Even after some tweaking of the settings via the app, there were still moments when I pedaled in a harder gear than necessary or shifted the system at an inopportune moment. To tweak it even further would require more experimentation on a wider variety of terrains – I’d have to do repeated laps on the same section of track to get it closer to the shifting experience I was looking for. As I mentioned in the setup section, the amount of tinkering required to actually dial it in seems quite high.

Aside from the automatic part of the shifting, the actual shifting feel of the Linkglide cassette was very good, especially under load – I would totally agree with Shimano’s claim that it’s smoother than the Hyperglide+, which already worked well under power.

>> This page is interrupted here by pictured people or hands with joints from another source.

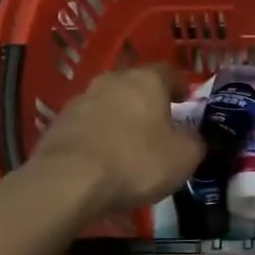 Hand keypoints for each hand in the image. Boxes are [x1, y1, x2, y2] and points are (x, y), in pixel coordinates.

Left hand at [29, 66, 203, 222]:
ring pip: (110, 104)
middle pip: (137, 86)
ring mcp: (82, 98)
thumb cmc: (135, 162)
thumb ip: (195, 142)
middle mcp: (114, 79)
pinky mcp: (59, 122)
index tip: (187, 104)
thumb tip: (194, 138)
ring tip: (128, 146)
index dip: (181, 88)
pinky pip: (88, 124)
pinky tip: (102, 159)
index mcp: (147, 80)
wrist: (67, 182)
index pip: (170, 73)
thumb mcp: (184, 158)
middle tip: (159, 127)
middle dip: (148, 103)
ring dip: (120, 119)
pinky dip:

I feel like Shimano came up with the automatic shifting algorithm, realized it worked well, and is still trying to figure out where to implement it. Realistically, I think electric commuter bikes are the ideal use case – I can see riders who have never ridden a modern bike appreciate the fact that they don’t have to go through the nuances of the modern bike on their way to work or to the grocery store have to think about switching. Shimano has auto-shifted in this area before, but this is by far the best iteration of it.

The good news with this technology is that it’s not an all-or-nothing proposition. Riders who buy an e-bike with XT Di2 can decide which mode best suits their needs, rather than being tied to one setting. Personally, I would probably use the fully manual shifting with Free Shift the most, and I have a feeling many mountain bikers would appreciate that right away—there are all sorts of scenarios out on the trail when being able to shift while coasting can come in handy prove

It will be interesting to keep an eye on this system and see where the technology goes. Personally, I’m more curious to see how Shimano will react to SRAM’s geared drivetrain, but in the meantime I’ll probably keep myself playing around with the thousands of different motor and shifter settings to see if I can unlock a combo that works well enough to convince me to let the computer take over and make all the shifts.